- _Collected data entries_
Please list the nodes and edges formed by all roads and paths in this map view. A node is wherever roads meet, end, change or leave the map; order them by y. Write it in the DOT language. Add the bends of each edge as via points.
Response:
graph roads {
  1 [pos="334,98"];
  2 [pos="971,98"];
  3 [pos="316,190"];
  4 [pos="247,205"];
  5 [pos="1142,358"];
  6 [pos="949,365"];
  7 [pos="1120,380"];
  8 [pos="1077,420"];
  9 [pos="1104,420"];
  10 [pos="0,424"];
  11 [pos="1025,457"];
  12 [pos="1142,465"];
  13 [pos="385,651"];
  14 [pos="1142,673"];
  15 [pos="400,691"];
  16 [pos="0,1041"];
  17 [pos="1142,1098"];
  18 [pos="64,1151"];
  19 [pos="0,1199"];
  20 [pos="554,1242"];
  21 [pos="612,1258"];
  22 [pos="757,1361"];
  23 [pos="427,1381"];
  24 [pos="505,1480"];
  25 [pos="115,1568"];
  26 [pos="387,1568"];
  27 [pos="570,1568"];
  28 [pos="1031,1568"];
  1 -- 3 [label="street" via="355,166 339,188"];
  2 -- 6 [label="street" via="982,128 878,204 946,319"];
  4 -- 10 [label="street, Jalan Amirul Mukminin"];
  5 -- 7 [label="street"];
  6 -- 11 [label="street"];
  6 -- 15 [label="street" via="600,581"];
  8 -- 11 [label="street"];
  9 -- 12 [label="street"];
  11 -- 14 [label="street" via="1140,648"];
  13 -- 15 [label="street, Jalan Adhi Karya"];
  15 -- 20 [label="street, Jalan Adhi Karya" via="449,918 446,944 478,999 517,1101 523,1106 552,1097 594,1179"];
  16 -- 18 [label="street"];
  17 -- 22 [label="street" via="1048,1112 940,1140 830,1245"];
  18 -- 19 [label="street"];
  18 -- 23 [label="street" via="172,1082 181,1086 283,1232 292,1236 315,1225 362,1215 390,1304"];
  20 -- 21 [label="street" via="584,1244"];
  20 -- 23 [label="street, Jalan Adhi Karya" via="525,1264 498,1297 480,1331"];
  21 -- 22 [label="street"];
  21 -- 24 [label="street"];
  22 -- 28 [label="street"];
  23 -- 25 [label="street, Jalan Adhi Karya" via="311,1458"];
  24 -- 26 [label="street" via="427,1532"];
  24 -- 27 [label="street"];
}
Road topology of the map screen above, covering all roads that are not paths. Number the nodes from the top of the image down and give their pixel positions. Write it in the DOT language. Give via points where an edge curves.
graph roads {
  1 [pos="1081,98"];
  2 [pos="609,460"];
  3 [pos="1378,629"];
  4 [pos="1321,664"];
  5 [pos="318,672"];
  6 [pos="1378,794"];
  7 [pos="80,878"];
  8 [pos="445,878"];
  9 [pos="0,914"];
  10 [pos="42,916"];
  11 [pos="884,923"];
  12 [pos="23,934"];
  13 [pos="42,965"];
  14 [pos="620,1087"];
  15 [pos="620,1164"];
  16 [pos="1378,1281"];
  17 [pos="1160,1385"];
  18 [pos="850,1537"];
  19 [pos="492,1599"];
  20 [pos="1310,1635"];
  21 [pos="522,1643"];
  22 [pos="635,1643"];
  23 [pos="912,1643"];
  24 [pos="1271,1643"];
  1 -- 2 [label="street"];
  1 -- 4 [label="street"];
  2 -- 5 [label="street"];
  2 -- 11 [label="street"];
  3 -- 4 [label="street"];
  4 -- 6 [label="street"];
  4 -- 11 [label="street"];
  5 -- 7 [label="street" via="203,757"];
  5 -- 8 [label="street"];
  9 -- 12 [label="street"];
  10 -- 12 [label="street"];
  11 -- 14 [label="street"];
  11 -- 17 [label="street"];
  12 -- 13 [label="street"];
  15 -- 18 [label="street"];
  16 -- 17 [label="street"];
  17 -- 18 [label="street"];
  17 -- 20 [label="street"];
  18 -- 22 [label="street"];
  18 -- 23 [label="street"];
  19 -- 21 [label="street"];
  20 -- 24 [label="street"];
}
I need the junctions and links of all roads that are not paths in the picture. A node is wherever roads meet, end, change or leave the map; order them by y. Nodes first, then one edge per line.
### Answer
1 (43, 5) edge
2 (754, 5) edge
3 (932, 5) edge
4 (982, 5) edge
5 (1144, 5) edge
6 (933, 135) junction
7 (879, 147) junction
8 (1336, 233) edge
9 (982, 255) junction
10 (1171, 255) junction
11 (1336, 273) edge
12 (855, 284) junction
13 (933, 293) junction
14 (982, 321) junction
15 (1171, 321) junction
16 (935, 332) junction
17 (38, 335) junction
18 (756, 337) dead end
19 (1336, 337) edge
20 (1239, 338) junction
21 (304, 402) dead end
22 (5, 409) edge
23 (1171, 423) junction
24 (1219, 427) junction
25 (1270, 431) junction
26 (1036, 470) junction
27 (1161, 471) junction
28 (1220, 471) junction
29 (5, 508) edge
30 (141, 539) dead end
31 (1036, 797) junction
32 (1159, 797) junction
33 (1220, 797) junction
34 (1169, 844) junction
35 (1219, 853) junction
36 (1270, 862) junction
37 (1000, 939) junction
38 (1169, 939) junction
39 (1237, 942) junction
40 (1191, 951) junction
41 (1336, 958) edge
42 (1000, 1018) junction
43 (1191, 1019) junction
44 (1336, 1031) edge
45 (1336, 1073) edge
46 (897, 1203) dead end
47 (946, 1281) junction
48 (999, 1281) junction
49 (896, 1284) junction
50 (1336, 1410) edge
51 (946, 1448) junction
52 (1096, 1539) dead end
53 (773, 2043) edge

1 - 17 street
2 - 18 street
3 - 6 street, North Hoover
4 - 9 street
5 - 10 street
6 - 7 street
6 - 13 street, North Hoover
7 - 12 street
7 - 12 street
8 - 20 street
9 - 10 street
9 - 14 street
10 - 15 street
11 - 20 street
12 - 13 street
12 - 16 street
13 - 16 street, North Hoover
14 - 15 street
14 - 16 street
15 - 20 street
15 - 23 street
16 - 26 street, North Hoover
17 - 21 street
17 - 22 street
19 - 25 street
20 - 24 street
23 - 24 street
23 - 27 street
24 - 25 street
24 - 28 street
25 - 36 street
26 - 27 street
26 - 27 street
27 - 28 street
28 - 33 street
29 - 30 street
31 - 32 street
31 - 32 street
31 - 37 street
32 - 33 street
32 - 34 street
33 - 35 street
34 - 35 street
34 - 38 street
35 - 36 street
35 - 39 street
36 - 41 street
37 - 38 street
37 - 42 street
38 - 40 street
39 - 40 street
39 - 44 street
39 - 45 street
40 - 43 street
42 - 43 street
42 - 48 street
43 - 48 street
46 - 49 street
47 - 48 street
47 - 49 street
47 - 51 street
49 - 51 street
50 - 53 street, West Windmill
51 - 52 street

- _PROBLEM_
Please repeat the entries above exactly as they read.

- _SOLUTION_
Please list the nodes and edges formed by all roads and paths in this map view. A node is wherever roads meet, end, change or leave the map; order them by y. Write it in the DOT language. Add the bends of each edge as via points.
Response:
graph roads {
  1 [pos="334,98"];
  2 [pos="971,98"];
  3 [pos="316,190"];
  4 [pos="247,205"];
  5 [pos="1142,358"];
  6 [pos="949,365"];
  7 [pos="1120,380"];
  8 [pos="1077,420"];
  9 [pos="1104,420"];
  10 [pos="0,424"];
  11 [pos="1025,457"];
  12 [pos="1142,465"];
  13 [pos="385,651"];
  14 [pos="1142,673"];
  15 [pos="400,691"];
  16 [pos="0,1041"];
  17 [pos="1142,1098"];
  18 [pos="64,1151"];
  19 [pos="0,1199"];
  20 [pos="554,1242"];
  21 [pos="612,1258"];
  22 [pos="757,1361"];
  23 [pos="427,1381"];
  24 [pos="505,1480"];
  25 [pos="115,1568"];
  26 [pos="387,1568"];
  27 [pos="570,1568"];
  28 [pos="1031,1568"];
  1 -- 3 [label="street" via="355,166 339,188"];
  2 -- 6 [label="street" via="982,128 878,204 946,319"];
  4 -- 10 [label="street, Jalan Amirul Mukminin"];
  5 -- 7 [label="street"];
  6 -- 11 [label="street"];
  6 -- 15 [label="street" via="600,581"];
  8 -- 11 [label="street"];
  9 -- 12 [label="street"];
  11 -- 14 [label="street" via="1140,648"];
  13 -- 15 [label="street, Jalan Adhi Karya"];
  15 -- 20 [label="street, Jalan Adhi Karya" via="449,918 446,944 478,999 517,1101 523,1106 552,1097 594,1179"];
  16 -- 18 [label="street"];
  17 -- 22 [label="street" via="1048,1112 940,1140 830,1245"];
  18 -- 19 [label="street"];
  18 -- 23 [label="street" via="172,1082 181,1086 283,1232 292,1236 315,1225 362,1215 390,1304"];
  20 -- 21 [label="street" via="584,1244"];
  20 -- 23 [label="street, Jalan Adhi Karya" via="525,1264 498,1297 480,1331"];
  21 -- 22 [label="street"];
  21 -- 24 [label="street"];
  22 -- 28 [label="street"];
  23 -- 25 [label="street, Jalan Adhi Karya" via="311,1458"];
  24 -- 26 [label="street" via="427,1532"];
  24 -- 27 [label="street"];
}
Road topology of the map screen above, covering all roads that are not paths. Number the nodes from the top of the image down and give their pixel positions. Write it in the DOT language. Give via points where an edge curves.
graph roads {
  1 [pos="1081,98"];
  2 [pos="609,460"];
  3 [pos="1378,629"];
  4 [pos="1321,664"];
  5 [pos="318,672"];
  6 [pos="1378,794"];
  7 [pos="80,878"];
  8 [pos="445,878"];
  9 [pos="0,914"];
  10 [pos="42,916"];
  11 [pos="884,923"];
  12 [pos="23,934"];
  13 [pos="42,965"];
  14 [pos="620,1087"];
  15 [pos="620,1164"];
  16 [pos="1378,1281"];
  17 [pos="1160,1385"];
  18 [pos="850,1537"];
  19 [pos="492,1599"];
  20 [pos="1310,1635"];
  21 [pos="522,1643"];
  22 [pos="635,1643"];
  23 [pos="912,1643"];
  24 [pos="1271,1643"];
  1 -- 2 [label="street"];
  1 -- 4 [label="street"];
  2 -- 5 [label="street"];
  2 -- 11 [label="street"];
  3 -- 4 [label="street"];
  4 -- 6 [label="street"];
  4 -- 11 [label="street"];
  5 -- 7 [label="street" via="203,757"];
  5 -- 8 [label="street"];
  9 -- 12 [label="street"];
  10 -- 12 [label="street"];
  11 -- 14 [label="street"];
  11 -- 17 [label="street"];
  12 -- 13 [label="street"];
  15 -- 18 [label="street"];
  16 -- 17 [label="street"];
  17 -- 18 [label="street"];
  17 -- 20 [label="street"];
  18 -- 22 [label="street"];
  18 -- 23 [label="street"];
  19 -- 21 [label="street"];
  20 -- 24 [label="street"];
}
I need the junctions and links of all roads that are not paths in the picture. A node is wherever roads meet, end, change or leave the map; order them by y. Nodes first, then one edge per line.
### Answer
1 (43, 5) edge
2 (754, 5) edge
3 (932, 5) edge
4 (982, 5) edge
5 (1144, 5) edge
6 (933, 135) junction
7 (879, 147) junction
8 (1336, 233) edge
9 (982, 255) junction
10 (1171, 255) junction
11 (1336, 273) edge
12 (855, 284) junction
13 (933, 293) junction
14 (982, 321) junction
15 (1171, 321) junction
16 (935, 332) junction
17 (38, 335) junction
18 (756, 337) dead end
19 (1336, 337) edge
20 (1239, 338) junction
21 (304, 402) dead end
22 (5, 409) edge
23 (1171, 423) junction
24 (1219, 427) junction
25 (1270, 431) junction
26 (1036, 470) junction
27 (1161, 471) junction
28 (1220, 471) junction
29 (5, 508) edge
30 (141, 539) dead end
31 (1036, 797) junction
32 (1159, 797) junction
33 (1220, 797) junction
34 (1169, 844) junction
35 (1219, 853) junction
36 (1270, 862) junction
37 (1000, 939) junction
38 (1169, 939) junction
39 (1237, 942) junction
40 (1191, 951) junction
41 (1336, 958) edge
42 (1000, 1018) junction
43 (1191, 1019) junction
44 (1336, 1031) edge
45 (1336, 1073) edge
46 (897, 1203) dead end
47 (946, 1281) junction
48 (999, 1281) junction
49 (896, 1284) junction
50 (1336, 1410) edge
51 (946, 1448) junction
52 (1096, 1539) dead end
53 (773, 2043) edge

1 - 17 street
2 - 18 street
3 - 6 street, North Hoover
4 - 9 street
5 - 10 street
6 - 7 street
6 - 13 street, North Hoover
7 - 12 street
7 - 12 street
8 - 20 street
9 - 10 street
9 - 14 street
10 - 15 street
11 - 20 street
12 - 13 street
12 - 16 street
13 - 16 street, North Hoover
14 - 15 street
14 - 16 street
15 - 20 street
15 - 23 street
16 - 26 street, North Hoover
17 - 21 street
17 - 22 street
19 - 25 street
20 - 24 street
23 - 24 street
23 - 27 street
24 - 25 street
24 - 28 street
25 - 36 street
26 - 27 street
26 - 27 street
27 - 28 street
28 - 33 street
29 - 30 street
31 - 32 street
31 - 32 street
31 - 37 street
32 - 33 street
32 - 34 street
33 - 35 street
34 - 35 street
34 - 38 street
35 - 36 street
35 - 39 street
36 - 41 street
37 - 38 street
37 - 42 street
38 - 40 street
39 - 40 street
39 - 44 street
39 - 45 street
40 - 43 street
42 - 43 street
42 - 48 street
43 - 48 street
46 - 49 street
47 - 48 street
47 - 49 street
47 - 51 street
49 - 51 street
50 - 53 street, West Windmill
51 - 52 street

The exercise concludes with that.